The underlying theme of this week’s parsha (much as it was in last week’s parsha, and one can certainly argue that the same is true of every single subsequent sedra) is that Hashem was, is, and always will be the absolute definition of One. Parshas Noach contains one of the most prime portrayals of the fact that the world’s existence and natural function literally hinges on our awareness of this truth.

The Dor HaMabul refused to allow Hashem into their lives and thereby completely lost sight of His existence. A few hundred years later, the Dor HaFlagah felt they no longer needed Hashem in their lives and had intended to rid Him from the world.
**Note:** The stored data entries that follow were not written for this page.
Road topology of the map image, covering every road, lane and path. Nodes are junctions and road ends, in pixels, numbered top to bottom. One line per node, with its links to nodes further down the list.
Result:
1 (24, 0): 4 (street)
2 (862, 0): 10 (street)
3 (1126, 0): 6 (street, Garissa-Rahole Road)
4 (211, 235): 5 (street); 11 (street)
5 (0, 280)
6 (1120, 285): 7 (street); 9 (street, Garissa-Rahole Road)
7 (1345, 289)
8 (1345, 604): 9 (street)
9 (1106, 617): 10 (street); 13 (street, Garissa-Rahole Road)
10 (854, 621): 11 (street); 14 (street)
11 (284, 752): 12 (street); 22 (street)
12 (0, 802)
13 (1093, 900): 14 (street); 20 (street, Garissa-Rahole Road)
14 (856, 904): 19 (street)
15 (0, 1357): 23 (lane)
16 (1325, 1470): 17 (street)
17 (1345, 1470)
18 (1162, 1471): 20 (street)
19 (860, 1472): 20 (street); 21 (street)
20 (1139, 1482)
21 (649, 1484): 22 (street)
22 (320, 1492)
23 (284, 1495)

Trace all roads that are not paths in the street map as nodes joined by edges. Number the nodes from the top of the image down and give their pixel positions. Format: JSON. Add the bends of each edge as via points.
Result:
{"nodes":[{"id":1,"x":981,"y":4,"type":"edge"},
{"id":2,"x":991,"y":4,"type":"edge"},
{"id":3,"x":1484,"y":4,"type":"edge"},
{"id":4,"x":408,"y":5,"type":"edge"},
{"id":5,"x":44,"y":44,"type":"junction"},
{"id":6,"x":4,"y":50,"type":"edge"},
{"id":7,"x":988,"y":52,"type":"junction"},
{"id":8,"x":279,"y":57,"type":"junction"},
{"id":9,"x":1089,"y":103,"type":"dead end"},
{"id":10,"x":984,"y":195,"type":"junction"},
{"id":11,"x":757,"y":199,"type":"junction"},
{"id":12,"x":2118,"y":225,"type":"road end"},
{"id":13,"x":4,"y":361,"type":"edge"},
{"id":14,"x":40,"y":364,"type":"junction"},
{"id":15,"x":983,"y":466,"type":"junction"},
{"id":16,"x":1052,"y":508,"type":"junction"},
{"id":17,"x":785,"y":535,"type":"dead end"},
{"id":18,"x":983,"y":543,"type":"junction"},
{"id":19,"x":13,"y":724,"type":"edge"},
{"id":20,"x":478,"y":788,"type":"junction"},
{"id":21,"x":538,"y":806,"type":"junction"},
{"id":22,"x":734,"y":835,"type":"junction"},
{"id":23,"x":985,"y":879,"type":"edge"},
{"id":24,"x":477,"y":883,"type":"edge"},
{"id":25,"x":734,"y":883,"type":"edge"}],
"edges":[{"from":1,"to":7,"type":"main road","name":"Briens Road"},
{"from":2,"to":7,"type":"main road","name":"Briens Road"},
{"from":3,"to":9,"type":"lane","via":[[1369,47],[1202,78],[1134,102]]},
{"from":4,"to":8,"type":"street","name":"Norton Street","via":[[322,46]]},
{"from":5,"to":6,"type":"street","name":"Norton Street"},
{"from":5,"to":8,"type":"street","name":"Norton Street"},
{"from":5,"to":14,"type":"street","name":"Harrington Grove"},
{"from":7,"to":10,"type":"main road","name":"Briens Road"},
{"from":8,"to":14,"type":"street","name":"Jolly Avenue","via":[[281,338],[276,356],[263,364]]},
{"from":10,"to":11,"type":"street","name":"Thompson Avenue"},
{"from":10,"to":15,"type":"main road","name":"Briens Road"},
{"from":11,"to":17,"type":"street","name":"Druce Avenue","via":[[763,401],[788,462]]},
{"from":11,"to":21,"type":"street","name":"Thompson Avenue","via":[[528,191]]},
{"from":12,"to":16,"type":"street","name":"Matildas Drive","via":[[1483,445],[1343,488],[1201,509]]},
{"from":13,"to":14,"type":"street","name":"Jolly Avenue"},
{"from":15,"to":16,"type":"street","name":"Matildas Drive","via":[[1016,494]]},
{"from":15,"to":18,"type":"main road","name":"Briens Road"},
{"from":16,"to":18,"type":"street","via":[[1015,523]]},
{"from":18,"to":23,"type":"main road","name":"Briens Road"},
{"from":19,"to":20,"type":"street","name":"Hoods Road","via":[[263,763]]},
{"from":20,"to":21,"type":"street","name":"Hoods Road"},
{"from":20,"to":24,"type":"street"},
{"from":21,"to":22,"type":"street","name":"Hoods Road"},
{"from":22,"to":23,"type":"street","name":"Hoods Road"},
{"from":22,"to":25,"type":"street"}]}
Understandably, both populations “missed the boat” in their own way and thus suffered accordingly.

Noach stood above all of humanity, following in the holy ways of his primordial predecessors, and was rewarded with the gift of life. Avraham realized Hashem’s presence in every entity, understanding just how crucial a connection with Hashem actually is, and it is his children who continue to cling to these undeniable truths. And like Noach and Avraham did before us, we, too, call for the universal recognition of Hashem by all of humanity.

As we know, throughout davening we express our appreciation of our place in the world as Hashem’s chosen people – descendants of our Avos and Imahos who paved the way for us to know Him and to proclaim His Oneness. Aleinu concludes by citing the prophetic pasuk (Zechariah 14:9), “V’hayah Hashem l’Melech al kol ha’aretz,” – “And Hashem will be King over all the earth,” “bayom hahu yihyeh, Hashem Echad u’Shmo Echad” – “and on that day, Hashem will be One, and Hashem’s name will be One”.

V’haya was composed by Yerachmiel Begun and is sung by his marvelous Miami Boys Choir on their 1995 mega-hit release called One By One. It featured soloists Levi Livshits, Oded Karity, and Yitzy Spinner and is undoubtedly one of MBC’s most popular albums of all time.

The words of the Navi tell us of a harmonious vision, the future union of all mankind and the collective recognition of Hashem. The time will come when the veil of nature will be removed, revealing once and for all Who is really behind it all. Bayom hahu yihyeh – and it will be on that day that the whole world will discover what we’ve known all along – Hashem Echad, u’Shmo Echad.

Wishing you a one-of-a-kind Shabbos!